Enfin expliqué : le syndrome du ruban adhésif...

La vie quotidienne réserve parfois des surprises. Nous l'avons tous expérimenté avec un certain agacement : quand on déroule à plusieurs reprises et sans précaution un rouleau de ruban adhésif, celui-ci se déchire en pointe. Ce que nous apprennent aujourd'hui les physiciens, c'est qu'il s'agit d'un phénomène universel. Explications.

Par Olivier Boulanger, le 03/07/2008

Des pointes toujours identiques

On pourrait appeler ça le syndrome du ruban adhésif : bien souvent – trop souvent, diront certains – lorsqu'on déroule un rouleau de scotch, ce dernier se déchire avant que l'on ait pu obtenir la longueur désirée.

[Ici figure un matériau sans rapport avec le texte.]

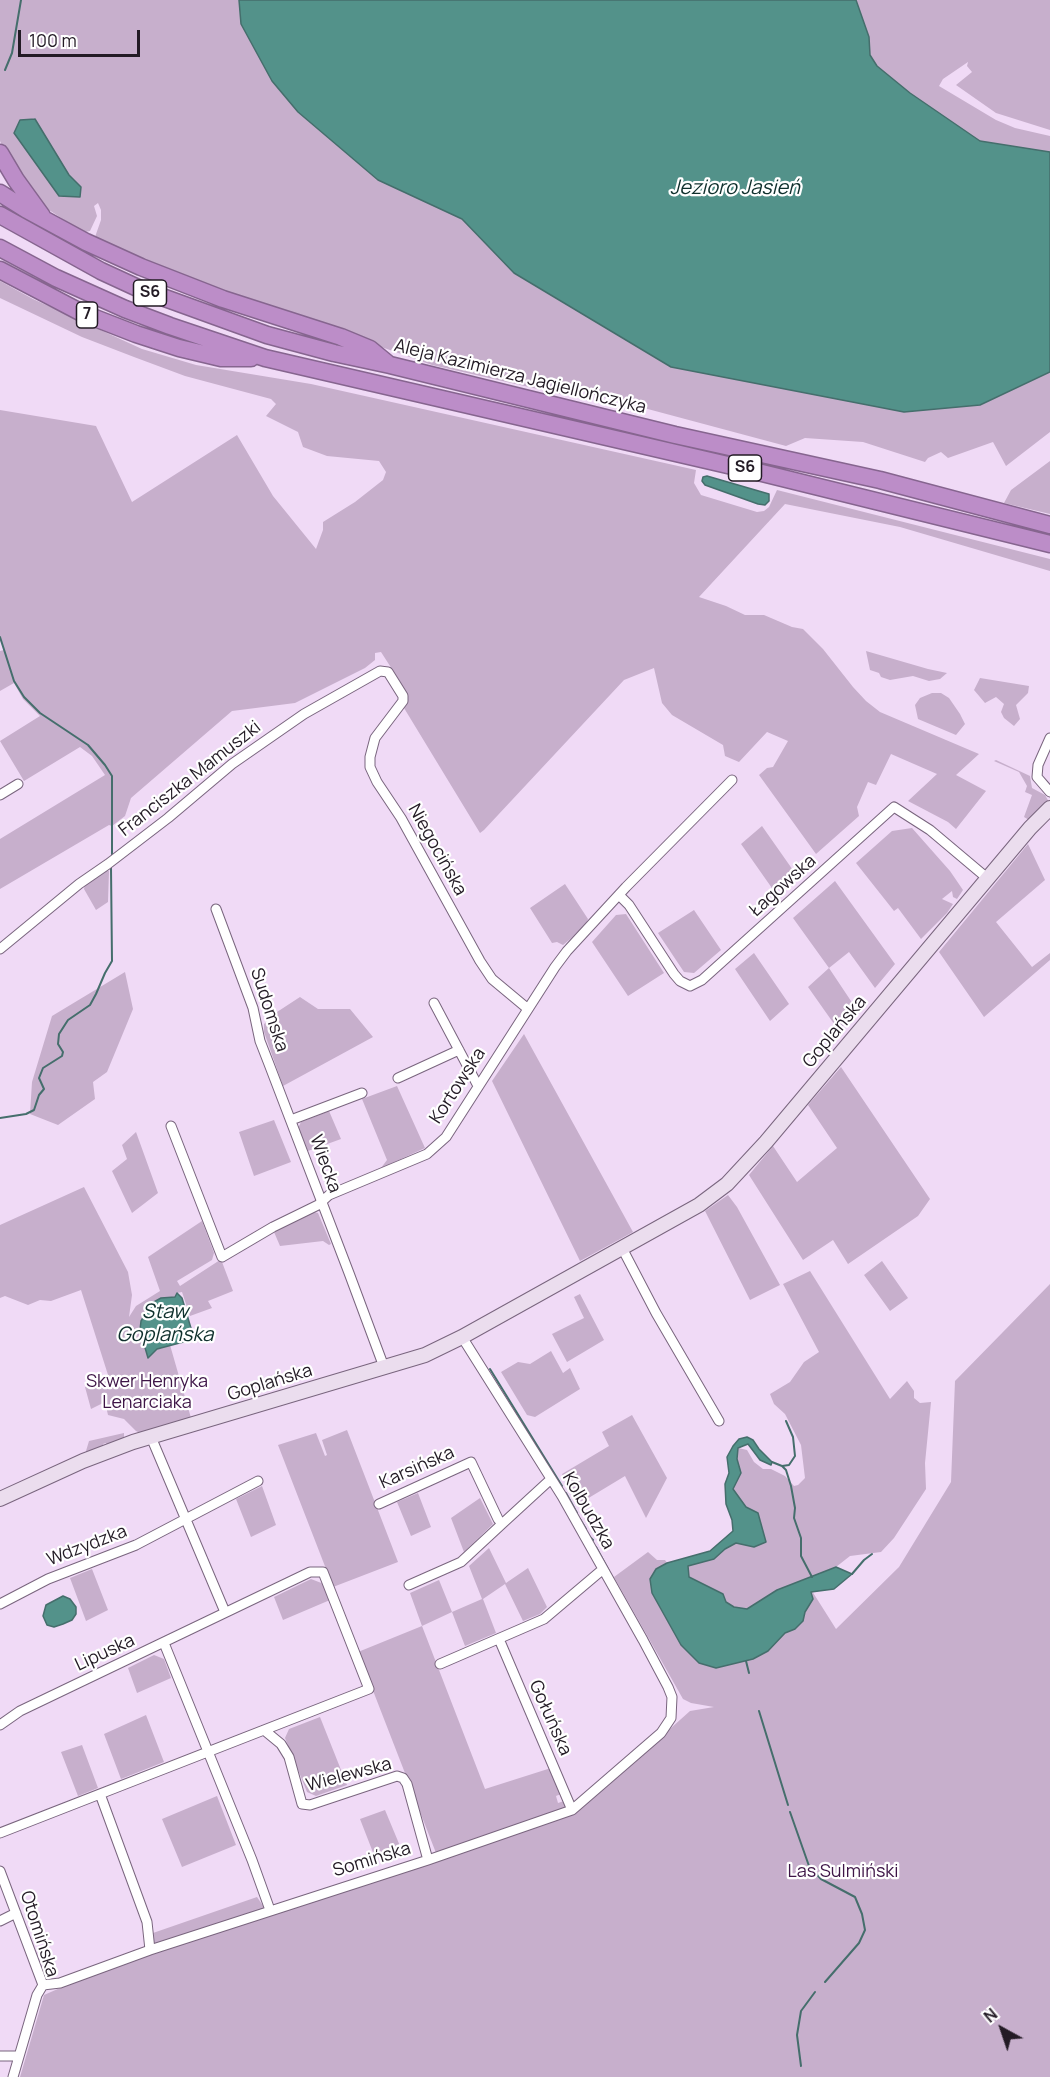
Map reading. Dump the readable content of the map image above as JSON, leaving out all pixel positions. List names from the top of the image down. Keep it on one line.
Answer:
{"streets":{"highway":["S6","7","Aleja Kazimierza Jagiellończyka"],"street":["Franciszka Mamuszki","Niegocińska","Łagowska","Sudomska","Goplańska","Kortowska","Wiecka","Karsińska","Kolbudzka","Wdzydzka","Lipuska","Gołuńska","Wielewska","Somińska","Otomińska"]},"crossings":[["7","Aleja Kazimierza Jagiellończyka"],["Franciszka Mamuszki","Niegocińska"],["Niegocińska","Kortowska"],["Łagowska","Goplańska"],["Łagowska","Kortowska"],["Sudomska","Wiecka"],["Goplańska","Wiecka"],["Goplańska","Kolbudzka"],["Kortowska","Wiecka"],["Kolbudzka","Somińska"],["Lipuska","Wielewska"],["Gołuńska","Somińska"],["Wielewska","Somińska"],["Somińska","Otomińska"]],"water":["Jezioro Jasień","Staw Goplańska"],"parks":["Skwer Henryka Lenarciaka","Las Sulmiński"],"scale_bar":"100 m","north":"top left"}
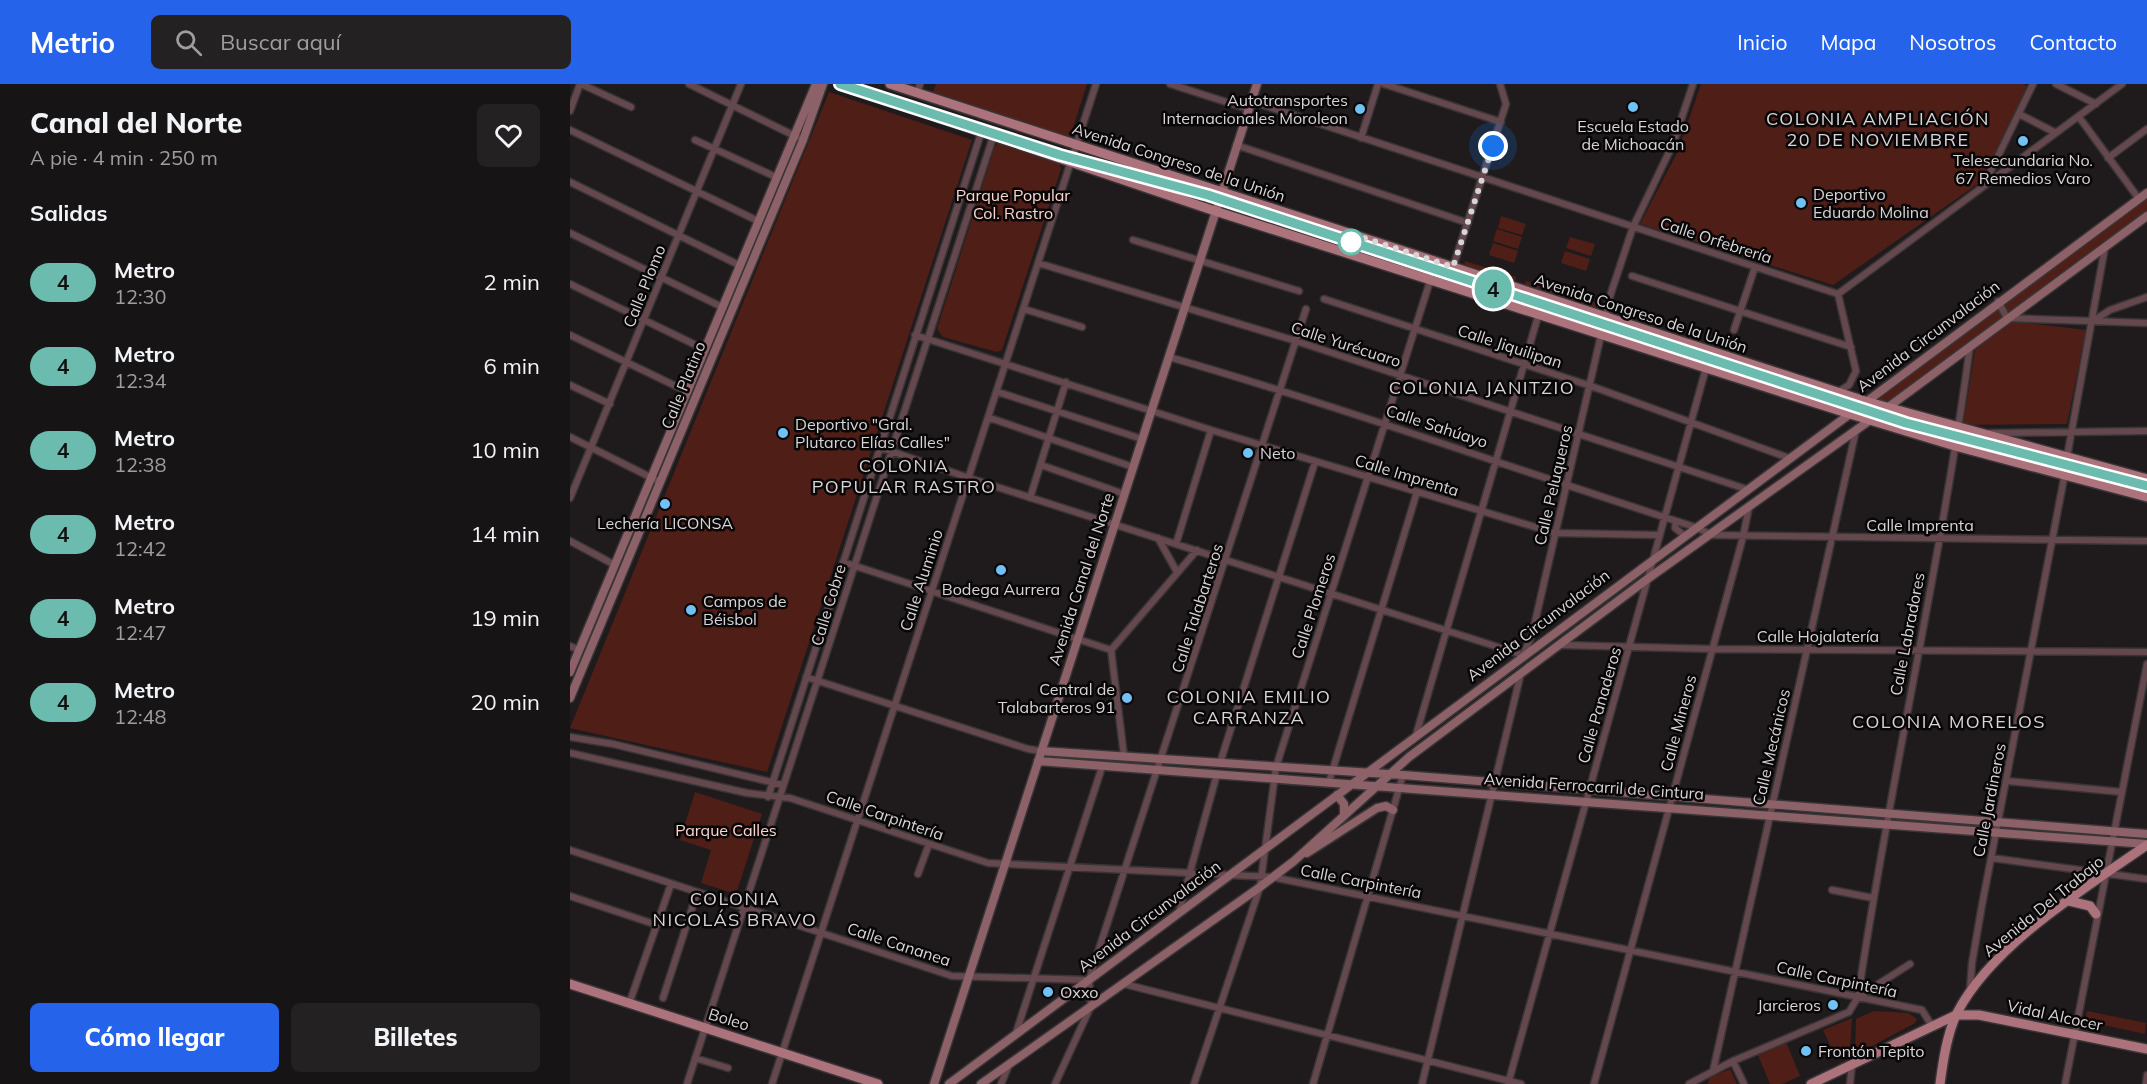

Que le ruban adhésif rechigne à se décoller sans se déchirer est une chose. Mais pour Benoît Roman, chercheur au Laboratoire de physique et mécanique des milieux hétérogènes (CNRS/ESPCI/Universités Paris 6 et 7), derrière cette petite tracasserie du quotidien se cache une énigme scientifique. Car, à y regarder de plus près, les différents lambeaux présentent tous des pointes identiques, superposables, quelle que soit leur longueur : « Un petit morceau n'est jamais que l'extrémité d'un plus grand », fait remarquer le chercheur.

Ces déchirures en pointe se retrouvent en fait un peu partout. Dans le ruban adhésif que l'on étire, mais aussi dans le papier peint que l'on décolle maladroitement sans outil. Dans la rue ou dans le métro, les affiches arrachées présentent également ces pointes triangulaires si caractéristiques, qui ont d'ailleurs inspiré certains artistes comme Raymond Hains ou Jacques Villeglé.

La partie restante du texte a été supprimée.